_EXERCISE AIM_
In the listing that follows, count the lines holding the word "edges" and report only that number.
---- RECORDED INFORMATION
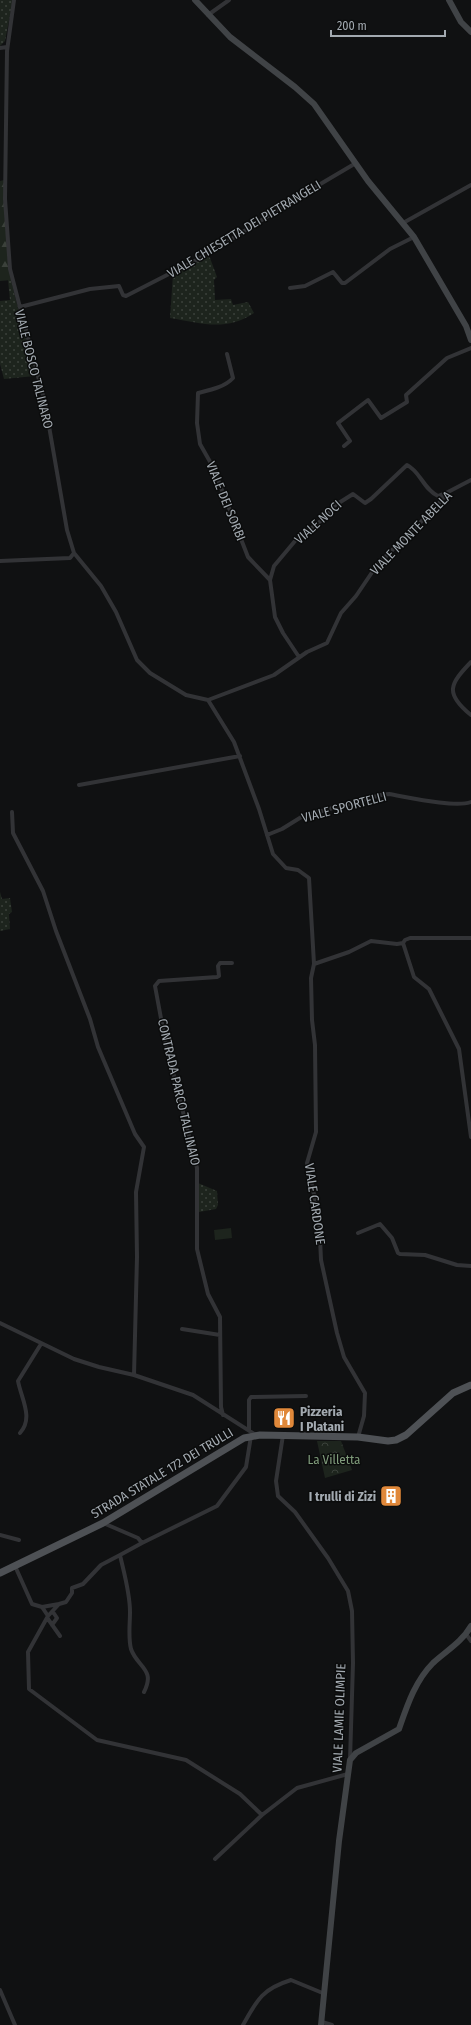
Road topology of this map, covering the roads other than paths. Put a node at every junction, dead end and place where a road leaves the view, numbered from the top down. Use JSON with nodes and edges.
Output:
{"nodes":[{"id":1,"x":14,"y":0,"type":"edge"},
{"id":2,"x":196,"y":0,"type":"edge"},
{"id":3,"x":229,"y":0,"type":"edge"},
{"id":4,"x":449,"y":0,"type":"edge"},
{"id":5,"x":208,"y":15,"type":"junction"},
{"id":6,"x":471,"y":32,"type":"edge"},
{"id":7,"x":7,"y":47,"type":"junction"},
{"id":8,"x":0,"y":48,"type":"edge"},
{"id":9,"x":356,"y":163,"type":"junction"},
{"id":10,"x":471,"y":185,"type":"edge"},
{"id":11,"x":403,"y":223,"type":"junction"},
{"id":12,"x":414,"y":237,"type":"junction"},
{"id":13,"x":290,"y":288,"type":"dead end"},
{"id":14,"x":20,"y":307,"type":"junction"},
{"id":15,"x":471,"y":340,"type":"edge"},
{"id":16,"x":471,"y":348,"type":"edge"},
{"id":17,"x":227,"y":354,"type":"dead end"},
{"id":18,"x":344,"y":446,"type":"dead end"},
{"id":19,"x":471,"y":480,"type":"edge"},
{"id":20,"x":448,"y":492,"type":"junction"},
{"id":21,"x":74,"y":553,"type":"junction"},
{"id":22,"x":0,"y":560,"type":"edge"},
{"id":23,"x":270,"y":580,"type":"junction"},
{"id":24,"x":299,"y":657,"type":"junction"},
{"id":25,"x":471,"y":662,"type":"edge"},
{"id":26,"x":208,"y":700,"type":"junction"},
{"id":27,"x":471,"y":715,"type":"edge"},
{"id":28,"x":240,"y":756,"type":"junction"},
{"id":29,"x":79,"y":785,"type":"dead end"},
{"id":30,"x":471,"y":802,"type":"edge"},
{"id":31,"x":12,"y":812,"type":"dead end"},
{"id":32,"x":267,"y":835,"type":"junction"},
{"id":33,"x":471,"y":938,"type":"edge"},
{"id":34,"x":403,"y":943,"type":"junction"},
{"id":35,"x":232,"y":963,"type":"dead end"},
{"id":36,"x":314,"y":964,"type":"junction"},
{"id":37,"x":471,"y":1137,"type":"edge"},
{"id":38,"x":358,"y":1233,"type":"dead end"},
{"id":39,"x":471,"y":1266,"type":"edge"},
{"id":40,"x":0,"y":1323,"type":"edge"},
{"id":41,"x":182,"y":1329,"type":"dead end"},
{"id":42,"x":220,"y":1335,"type":"junction"},
{"id":43,"x":41,"y":1344,"type":"junction"},
{"id":44,"x":134,"y":1375,"type":"junction"},
{"id":45,"x":471,"y":1385,"type":"edge"},
{"id":46,"x":306,"y":1396,"type":"dead end"},
{"id":47,"x":223,"y":1415,"type":"junction"},
{"id":48,"x":20,"y":1433,"type":"dead end"},
{"id":49,"x":252,"y":1434,"type":"junction"},
{"id":50,"x":283,"y":1435,"type":"junction"},
{"id":51,"x":358,"y":1437,"type":"junction"},
{"id":52,"x":103,"y":1523,"type":"junction"},
{"id":53,"x":0,"y":1535,"type":"edge"},
{"id":54,"x":19,"y":1540,"type":"dead end"},
{"id":55,"x":142,"y":1543,"type":"junction"},
{"id":56,"x":120,"y":1555,"type":"junction"},
{"id":57,"x":15,"y":1566,"type":"junction"},
{"id":58,"x":0,"y":1573,"type":"edge"},
{"id":59,"x":59,"y":1604,"type":"junction"},
{"id":60,"x":42,"y":1607,"type":"junction"},
{"id":61,"x":53,"y":1612,"type":"junction"},
{"id":62,"x":48,"y":1617,"type":"junction"},
{"id":63,"x":52,"y":1625,"type":"junction"},
{"id":64,"x":471,"y":1626,"type":"edge"},
{"id":65,"x":466,"y":1634,"type":"junction"},
{"id":66,"x":60,"y":1636,"type":"dead end"},
{"id":67,"x":471,"y":1640,"type":"edge"},
{"id":68,"x":144,"y":1692,"type":"dead end"},
{"id":69,"x":350,"y":1760,"type":"junction"},
{"id":70,"x":348,"y":1774,"type":"junction"},
{"id":71,"x":262,"y":1815,"type":"junction"},
{"id":72,"x":215,"y":1859,"type":"dead end"},
{"id":73,"x":0,"y":1990,"type":"edge"},
{"id":74,"x":324,"y":1994,"type":"junction"},
{"id":75,"x":321,"y":2024,"type":"edge"},
{"id":76,"x":15,"y":2025,"type":"edge"},
{"id":77,"x":243,"y":2025,"type":"edge"},
{"id":78,"x":332,"y":2025,"type":"edge"}],
"edges":[{"from":1,"to":7,"type":"street","name":"VIALE BOSCO TALINARO"},
{"from":2,"to":5,"type":"street"},
{"from":3,"to":5,"type":"street"},
{"from":4,"to":6,"type":"street"},
{"from":5,"to":9,"type":"street"},
{"from":7,"to":8,"type":"street"},
{"from":7,"to":14,"type":"street","name":"VIALE BOSCO TALINARO"},
{"from":9,"to":11,"type":"street"},
{"from":9,"to":14,"type":"street","name":"VIALE CHIESETTA DEI PIETRANGELI"},
{"from":10,"to":11,"type":"street"},
{"from":11,"to":12,"type":"street"},
{"from":12,"to":13,"type":"street"},
{"from":12,"to":15,"type":"street"},
{"from":14,"to":21,"type":"street","name":"VIALE BOSCO TALINARO"},
{"from":16,"to":18,"type":"street"},
{"from":17,"to":23,"type":"street","name":"VIALE DEI SORBI"},
{"from":19,"to":20,"type":"street","name":"VIALE MONTE ABELLA"},
{"from":20,"to":23,"type":"street","name":"VIALE NOCI"},
{"from":20,"to":24,"type":"street","name":"VIALE MONTE ABELLA"},
{"from":21,"to":22,"type":"street"},
{"from":21,"to":26,"type":"street","name":"VIALE BOSCO TALINARO"},
{"from":23,"to":24,"type":"street"},
{"from":24,"to":26,"type":"street","name":"VIALE MONTE ABELLA"},
{"from":25,"to":27,"type":"street"},
{"from":26,"to":28,"type":"street","name":"VIALE CARDONE"},
{"from":28,"to":29,"type":"street"},
{"from":28,"to":32,"type":"street","name":"VIALE CARDONE"},
{"from":30,"to":32,"type":"street","name":"VIALE SPORTELLI"},
{"from":31,"to":44,"type":"street"},
{"from":32,"to":36,"type":"street","name":"VIALE CARDONE"},
{"from":33,"to":34,"type":"street"},
{"from":34,"to":36,"type":"street"},
{"from":34,"to":37,"type":"street"},
{"from":35,"to":42,"type":"street","name":"CONTRADA PARCO TALLINAIO"},
{"from":36,"to":51,"type":"street","name":"VIALE CARDONE"},
{"from":38,"to":39,"type":"street"},
{"from":40,"to":43,"type":"street"},
{"from":41,"to":42,"type":"street"},
{"from":42,"to":47,"type":"street","name":"CONTRADA PARCO TALLINAIO"},
{"from":43,"to":44,"type":"street"},
{"from":43,"to":48,"type":"street"},
{"from":44,"to":47,"type":"street"},
{"from":45,"to":51,"type":"main road","name":"STRADA STATALE 172 DEI TRULLI"},
{"from":46,"to":49,"type":"street"},
{"from":47,"to":49,"type":"street"},
{"from":49,"to":50,"type":"main road","name":"STRADA STATALE 172 DEI TRULLI"},
{"from":49,"to":52,"type":"main road","name":"STRADA STATALE 172 DEI TRULLI"},
{"from":49,"to":55,"type":"street"},
{"from":50,"to":51,"type":"main road","name":"STRADA STATALE 172 DEI TRULLI"},
{"from":50,"to":69,"type":"street","name":"VIALE LAMIE OLIMPIE"},
{"from":52,"to":55,"type":"street"},
{"from":52,"to":57,"type":"main road","name":"STRADA STATALE 172 DEI TRULLI"},
{"from":53,"to":54,"type":"street"},
{"from":55,"to":56,"type":"street"},
{"from":56,"to":59,"type":"street"},
{"from":56,"to":68,"type":"street"},
{"from":57,"to":58,"type":"main road","name":"STRADA STATALE 172 DEI TRULLI"},
{"from":57,"to":60,"type":"street"},
{"from":59,"to":60,"type":"street"},
{"from":59,"to":61,"type":"street"},
{"from":60,"to":62,"type":"street"},
{"from":61,"to":62,"type":"street"},
{"from":61,"to":63,"type":"street"},
{"from":62,"to":63,"type":"street"},
{"from":62,"to":71,"type":"street"},
{"from":63,"to":66,"type":"street"},
{"from":64,"to":65,"type":"street"},
{"from":65,"to":67,"type":"street"},
{"from":65,"to":69,"type":"street"},
{"from":69,"to":70,"type":"street","name":"VIALE LAMIE OLIMPIE"},
{"from":70,"to":71,"type":"street"},
{"from":70,"to":74,"type":"street","name":"VIALE LAMIE OLIMPIE"},
{"from":71,"to":72,"type":"street"},
{"from":73,"to":76,"type":"street"},
{"from":74,"to":75,"type":"street","name":"VIALE LAMIE OLIMPIE"},
{"from":74,"to":77,"type":"street"},
{"from":75,"to":78,"type":"street"}]}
--------
_WRITTEN SOLUTION_
2